» **Work required**
Find the string "Eletricista" in the records. Copy each line that has it.
=== Entries shown ===
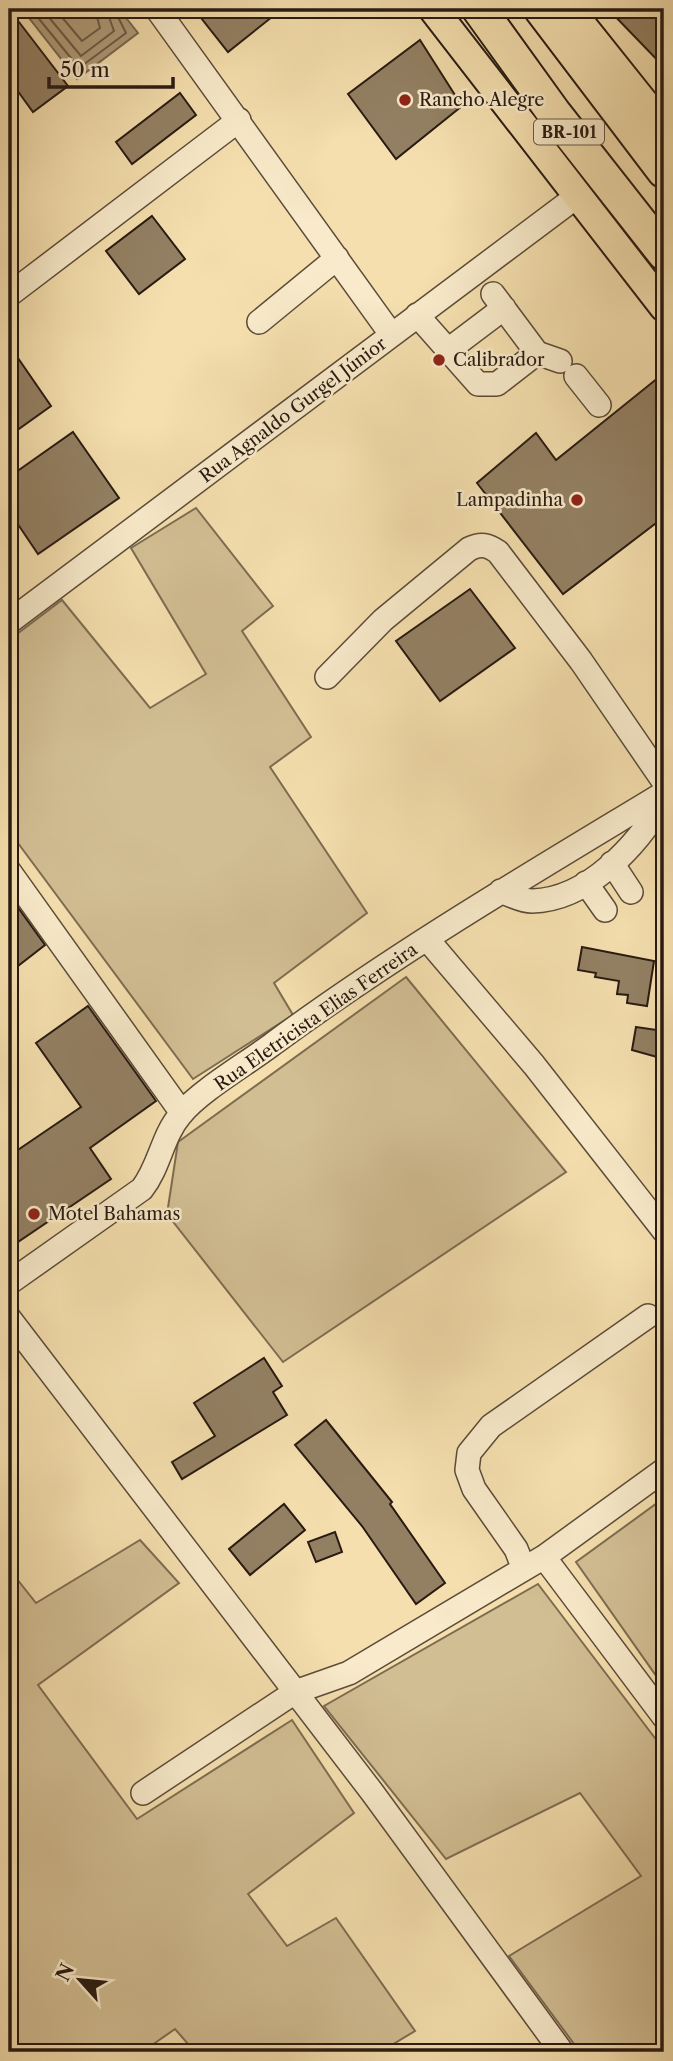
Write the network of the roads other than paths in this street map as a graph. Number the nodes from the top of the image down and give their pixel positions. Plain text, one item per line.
1 (157, 9) edge
2 (433, 9) edge
3 (479, 9) edge
4 (541, 9) edge
5 (578, 12) edge
6 (239, 120) junction
7 (664, 128) edge
8 (664, 171) edge
9 (576, 197) junction
10 (664, 253) edge
11 (337, 258) junction
12 (9, 295) edge
13 (664, 307) edge
14 (417, 315) junction
15 (259, 322) dead end
16 (391, 334) junction
17 (447, 351) junction
18 (537, 353) junction
19 (598, 405) dead end
20 (9, 622) edge
21 (327, 677) dead end
22 (664, 782) edge
23 (664, 793) edge
24 (664, 799) edge
25 (612, 863) junction
26 (9, 871) edge
27 (586, 883) junction
28 (501, 891) junction
29 (631, 892) dead end
30 (604, 910) dead end
31 (427, 939) junction
32 (182, 1113) junction
33 (664, 1231) edge
34 (9, 1283) edge
35 (648, 1316) dead end
36 (9, 1318) edge
37 (664, 1471) edge
38 (534, 1563) junction
39 (295, 1692) junction
40 (664, 1717) edge
41 (143, 1793) dead end
42 (562, 2052) edge

1 - 6 street
2 - 9 main road
3 - 10 highway, BR-101
4 - 8 highway, BR-101
5 - 7 main road
6 - 11 street
6 - 12 street
9 - 13 main road
9 - 14 street, Rua Agnaldo Gurgel Júnior
11 - 15 street
11 - 16 street
14 - 16 street, Rua Agnaldo Gurgel Júnior
14 - 17 street
16 - 20 street, Rua Agnaldo Gurgel Júnior
17 - 18 street
17 - 18 street
18 - 19 street
21 - 22 street
23 - 28 street, Rua Eletricista Elias Ferreira
24 - 25 street
25 - 27 street
25 - 29 street
26 - 32 street
27 - 28 street
27 - 30 street
28 - 31 street, Rua Eletricista Elias Ferreira
31 - 32 street, Rua Eletricista Elias Ferreira
31 - 33 street
32 - 34 street, Rua Eletricista Elias Ferreira
35 - 38 street
36 - 39 street
37 - 38 street
38 - 39 street
38 - 40 street
39 - 41 street
39 - 42 street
===
» **Output**
23 - 28 street, Rua Eletricista Elias Ferreira
28 - 31 street, Rua Eletricista Elias Ferreira
31 - 32 street, Rua Eletricista Elias Ferreira
32 - 34 street, Rua Eletricista Elias Ferreira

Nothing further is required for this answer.